KM5N Rating: 4/5 Apr 8, 2003 09:27 Send this review to a friend
Capable but uninspired  Time owned: more than 12 months
This PDU does everything you would expect it to do, so functionally it gets an "A." The only improvements I would ask for are slightly deeper receptacles on the accessory power plugs, so I could use banana plugs and not have exposed metal on the power cords, and some kind of wire management system to keep the inevitable tangle under better control.

On the plus side, I do like the ability to switch the accessories separately from the main radio power terminals.

On the whole, it's a nice unit, and about the only thing available in its class.
KC7UMB Rating: 5/5 Mar 27, 2003 00:50 Send this review to a friend
Works Just Fine  Time owned: more than 12 months
I have used my MFJ-1118 for 5+ years now and have never had a problem with it. The volt meter is a nice plus. This is a very usefull shack item.
W0FM Rating: 2/5 Feb 9, 2003 12:39 Send this review to a friend
What were they thinking?  Time owned: more than 12 months
I purchased the MJF-1118 Deluxe DC Outlet strip about 2 years ago and mounted it on the wall below my operating desk. It fed DC to one HF rig and numerous low current accessories. One day, all the accessories went dead, so I got out the MFJ manual and found that the fuses were only accessible by taking the strip off the wall (four screws) and disassembling the case (4 more screws). I would think that a device that utilizes wires wrapped around binding posts would be prone to an occasional accidental short which could result in a blown fuse. Therefore, it would seem that easily accessible fuse holders would be an obvious design choice.

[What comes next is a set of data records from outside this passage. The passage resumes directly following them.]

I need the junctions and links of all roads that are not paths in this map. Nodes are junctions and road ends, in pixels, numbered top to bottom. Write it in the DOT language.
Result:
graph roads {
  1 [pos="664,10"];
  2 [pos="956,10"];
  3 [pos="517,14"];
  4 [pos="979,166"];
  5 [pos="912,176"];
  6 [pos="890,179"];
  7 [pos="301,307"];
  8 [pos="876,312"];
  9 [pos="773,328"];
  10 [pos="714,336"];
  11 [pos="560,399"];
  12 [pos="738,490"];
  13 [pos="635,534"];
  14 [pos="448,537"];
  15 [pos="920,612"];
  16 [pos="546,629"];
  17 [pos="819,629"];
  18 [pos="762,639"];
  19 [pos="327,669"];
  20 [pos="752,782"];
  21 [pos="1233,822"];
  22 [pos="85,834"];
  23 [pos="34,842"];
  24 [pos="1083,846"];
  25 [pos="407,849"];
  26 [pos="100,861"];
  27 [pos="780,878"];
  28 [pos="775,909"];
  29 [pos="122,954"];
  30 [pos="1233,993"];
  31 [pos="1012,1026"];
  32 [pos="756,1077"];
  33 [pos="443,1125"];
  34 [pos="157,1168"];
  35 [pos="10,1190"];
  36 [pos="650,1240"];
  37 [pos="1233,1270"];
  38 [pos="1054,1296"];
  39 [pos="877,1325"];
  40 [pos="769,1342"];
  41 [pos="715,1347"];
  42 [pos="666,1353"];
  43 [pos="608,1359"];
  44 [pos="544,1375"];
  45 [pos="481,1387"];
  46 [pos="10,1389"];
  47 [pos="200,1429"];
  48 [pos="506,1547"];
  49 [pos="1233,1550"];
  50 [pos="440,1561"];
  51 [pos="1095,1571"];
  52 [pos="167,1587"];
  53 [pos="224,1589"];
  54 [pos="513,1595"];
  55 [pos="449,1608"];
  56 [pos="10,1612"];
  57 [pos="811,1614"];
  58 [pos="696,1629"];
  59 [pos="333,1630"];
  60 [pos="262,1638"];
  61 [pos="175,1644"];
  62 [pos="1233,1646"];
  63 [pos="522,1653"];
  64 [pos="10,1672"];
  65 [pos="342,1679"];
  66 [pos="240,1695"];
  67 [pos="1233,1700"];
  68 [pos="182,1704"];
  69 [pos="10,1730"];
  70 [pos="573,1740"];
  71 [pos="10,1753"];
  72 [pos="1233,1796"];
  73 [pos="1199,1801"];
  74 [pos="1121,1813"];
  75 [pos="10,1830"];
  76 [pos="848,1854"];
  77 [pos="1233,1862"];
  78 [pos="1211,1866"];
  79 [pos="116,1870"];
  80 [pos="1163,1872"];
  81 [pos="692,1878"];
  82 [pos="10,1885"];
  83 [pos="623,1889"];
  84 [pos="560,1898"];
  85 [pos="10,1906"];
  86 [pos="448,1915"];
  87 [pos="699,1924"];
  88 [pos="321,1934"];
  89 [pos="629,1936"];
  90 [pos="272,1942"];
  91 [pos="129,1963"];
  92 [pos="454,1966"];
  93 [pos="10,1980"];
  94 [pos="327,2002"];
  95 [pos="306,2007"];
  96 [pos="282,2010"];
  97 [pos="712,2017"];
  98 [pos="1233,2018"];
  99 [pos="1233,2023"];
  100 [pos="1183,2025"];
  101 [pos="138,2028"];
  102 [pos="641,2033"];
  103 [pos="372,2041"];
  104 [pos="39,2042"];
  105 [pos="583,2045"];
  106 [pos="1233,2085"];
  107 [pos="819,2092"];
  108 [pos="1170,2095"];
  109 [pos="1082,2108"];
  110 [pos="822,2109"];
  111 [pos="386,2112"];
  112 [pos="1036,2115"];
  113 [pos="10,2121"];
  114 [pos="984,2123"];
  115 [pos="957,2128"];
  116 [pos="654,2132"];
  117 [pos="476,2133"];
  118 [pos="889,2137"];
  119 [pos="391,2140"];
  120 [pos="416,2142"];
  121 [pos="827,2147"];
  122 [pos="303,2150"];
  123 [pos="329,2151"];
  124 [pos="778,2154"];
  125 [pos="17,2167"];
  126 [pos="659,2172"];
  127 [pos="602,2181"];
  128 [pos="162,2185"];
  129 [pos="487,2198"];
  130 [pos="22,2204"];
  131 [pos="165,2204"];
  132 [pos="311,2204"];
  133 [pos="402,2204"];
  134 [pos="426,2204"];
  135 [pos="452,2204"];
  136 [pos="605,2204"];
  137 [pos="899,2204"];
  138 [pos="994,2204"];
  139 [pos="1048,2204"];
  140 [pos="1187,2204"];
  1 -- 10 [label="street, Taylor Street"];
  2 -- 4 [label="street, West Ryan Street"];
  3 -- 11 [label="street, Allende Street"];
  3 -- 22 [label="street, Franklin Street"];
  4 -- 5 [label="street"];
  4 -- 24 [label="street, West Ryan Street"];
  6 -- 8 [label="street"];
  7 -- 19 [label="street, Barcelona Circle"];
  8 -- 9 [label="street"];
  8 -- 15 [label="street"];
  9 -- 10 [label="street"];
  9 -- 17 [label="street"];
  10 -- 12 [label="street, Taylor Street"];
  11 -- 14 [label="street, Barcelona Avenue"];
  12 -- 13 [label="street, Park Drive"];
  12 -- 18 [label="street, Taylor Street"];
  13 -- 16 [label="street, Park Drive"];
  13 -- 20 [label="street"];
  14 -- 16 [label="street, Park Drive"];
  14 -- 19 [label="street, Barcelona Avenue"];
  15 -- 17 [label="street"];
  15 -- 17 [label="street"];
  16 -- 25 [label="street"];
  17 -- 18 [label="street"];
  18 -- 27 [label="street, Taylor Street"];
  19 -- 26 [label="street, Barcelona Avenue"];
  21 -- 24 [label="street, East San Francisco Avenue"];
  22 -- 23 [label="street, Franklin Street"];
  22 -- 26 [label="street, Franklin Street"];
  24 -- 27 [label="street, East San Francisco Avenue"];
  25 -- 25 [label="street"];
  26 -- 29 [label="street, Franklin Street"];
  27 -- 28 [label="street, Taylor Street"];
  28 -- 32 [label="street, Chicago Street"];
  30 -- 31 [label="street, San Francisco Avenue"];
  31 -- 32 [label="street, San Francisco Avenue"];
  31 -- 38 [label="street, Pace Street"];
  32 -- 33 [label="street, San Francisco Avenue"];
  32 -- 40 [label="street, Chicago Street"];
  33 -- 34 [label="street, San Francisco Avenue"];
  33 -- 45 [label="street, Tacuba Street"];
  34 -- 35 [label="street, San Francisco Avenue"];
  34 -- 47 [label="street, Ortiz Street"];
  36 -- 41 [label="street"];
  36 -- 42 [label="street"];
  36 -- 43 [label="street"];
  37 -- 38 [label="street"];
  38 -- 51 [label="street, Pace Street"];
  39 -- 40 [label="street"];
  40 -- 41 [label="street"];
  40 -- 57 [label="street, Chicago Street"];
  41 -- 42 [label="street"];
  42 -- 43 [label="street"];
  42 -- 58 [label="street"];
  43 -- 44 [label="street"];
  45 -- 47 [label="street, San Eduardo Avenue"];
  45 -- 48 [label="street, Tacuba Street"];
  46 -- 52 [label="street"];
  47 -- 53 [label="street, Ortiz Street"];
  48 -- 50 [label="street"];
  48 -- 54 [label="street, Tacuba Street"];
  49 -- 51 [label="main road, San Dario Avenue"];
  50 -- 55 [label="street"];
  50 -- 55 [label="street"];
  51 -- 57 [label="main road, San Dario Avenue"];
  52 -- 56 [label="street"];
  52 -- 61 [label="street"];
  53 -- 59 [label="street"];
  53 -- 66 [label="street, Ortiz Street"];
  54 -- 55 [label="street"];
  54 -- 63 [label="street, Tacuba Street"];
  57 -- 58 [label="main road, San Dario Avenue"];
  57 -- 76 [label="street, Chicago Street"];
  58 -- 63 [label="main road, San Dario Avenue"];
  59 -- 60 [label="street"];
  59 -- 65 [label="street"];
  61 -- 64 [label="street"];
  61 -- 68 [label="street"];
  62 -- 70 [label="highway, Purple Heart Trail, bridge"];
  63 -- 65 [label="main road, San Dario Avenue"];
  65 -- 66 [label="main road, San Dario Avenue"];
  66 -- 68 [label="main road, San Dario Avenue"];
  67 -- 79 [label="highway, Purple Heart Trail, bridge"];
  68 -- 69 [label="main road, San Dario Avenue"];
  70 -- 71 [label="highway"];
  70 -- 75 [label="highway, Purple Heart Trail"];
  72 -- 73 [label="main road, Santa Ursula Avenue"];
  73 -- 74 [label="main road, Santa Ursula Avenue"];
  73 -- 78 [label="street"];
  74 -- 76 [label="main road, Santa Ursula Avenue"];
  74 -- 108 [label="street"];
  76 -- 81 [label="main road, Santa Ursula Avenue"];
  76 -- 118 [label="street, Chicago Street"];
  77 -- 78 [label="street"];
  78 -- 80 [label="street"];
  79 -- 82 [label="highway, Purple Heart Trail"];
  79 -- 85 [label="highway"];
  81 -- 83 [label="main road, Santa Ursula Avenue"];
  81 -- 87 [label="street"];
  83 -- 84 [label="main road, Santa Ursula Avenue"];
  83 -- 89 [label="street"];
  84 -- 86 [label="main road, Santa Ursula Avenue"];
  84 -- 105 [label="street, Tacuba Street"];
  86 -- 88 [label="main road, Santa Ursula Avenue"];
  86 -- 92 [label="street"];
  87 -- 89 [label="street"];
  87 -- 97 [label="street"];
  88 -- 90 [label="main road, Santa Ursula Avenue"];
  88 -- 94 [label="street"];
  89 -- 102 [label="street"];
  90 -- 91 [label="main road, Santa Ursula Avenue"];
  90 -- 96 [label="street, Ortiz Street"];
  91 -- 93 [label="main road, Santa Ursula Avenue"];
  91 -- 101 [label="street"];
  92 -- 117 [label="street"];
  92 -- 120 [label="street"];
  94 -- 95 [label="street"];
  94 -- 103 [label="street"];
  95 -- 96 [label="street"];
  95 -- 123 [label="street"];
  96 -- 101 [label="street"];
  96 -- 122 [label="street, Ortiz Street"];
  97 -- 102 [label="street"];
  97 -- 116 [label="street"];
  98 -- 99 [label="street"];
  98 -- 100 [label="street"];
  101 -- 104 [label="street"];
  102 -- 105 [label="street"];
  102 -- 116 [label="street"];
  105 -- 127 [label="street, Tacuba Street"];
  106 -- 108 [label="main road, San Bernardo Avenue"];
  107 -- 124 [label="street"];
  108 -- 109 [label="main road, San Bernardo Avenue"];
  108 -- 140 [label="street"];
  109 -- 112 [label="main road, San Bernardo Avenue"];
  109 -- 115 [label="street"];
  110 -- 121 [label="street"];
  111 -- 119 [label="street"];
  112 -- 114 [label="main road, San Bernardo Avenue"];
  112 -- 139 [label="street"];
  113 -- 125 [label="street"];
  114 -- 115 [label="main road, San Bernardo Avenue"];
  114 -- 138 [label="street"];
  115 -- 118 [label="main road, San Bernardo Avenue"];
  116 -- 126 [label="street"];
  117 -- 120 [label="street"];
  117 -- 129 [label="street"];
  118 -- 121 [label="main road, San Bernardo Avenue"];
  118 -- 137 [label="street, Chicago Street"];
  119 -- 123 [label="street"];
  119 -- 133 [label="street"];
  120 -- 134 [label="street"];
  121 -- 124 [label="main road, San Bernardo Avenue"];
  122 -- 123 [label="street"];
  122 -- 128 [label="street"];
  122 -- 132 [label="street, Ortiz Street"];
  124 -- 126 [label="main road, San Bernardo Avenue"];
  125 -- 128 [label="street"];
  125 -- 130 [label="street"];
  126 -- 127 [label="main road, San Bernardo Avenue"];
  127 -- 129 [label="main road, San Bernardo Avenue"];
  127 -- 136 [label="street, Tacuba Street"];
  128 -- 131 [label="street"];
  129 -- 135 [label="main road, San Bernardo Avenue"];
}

I guess it was an effort on MFJ's part to keep the costs down, but I would have gladly paid a couple of bucks more for an external, chassis-mount fuse holder that would allow me to replace a fuse without having to take the whole box off the wall and disassembling it.

Oh well, I learned my lesson. I replaced the MFJ-1118 with a RIGrunner 4012. Now all my fuses are easily identified and easily accessible. And the Anderson Power Poles used by the RIGrunner lessen the chances for accidental shorts. I'm installing external fuse holders in my MFJ-1118 and demoting it to the garage workbench.

If you have the MFJ-1118 consider drilling out 3 holes in the chassis and installing 3 inexpensive, chassis-mount fuse holders in the box. Then, if you ever pop a fuse, you'll be glad you made the simple modification.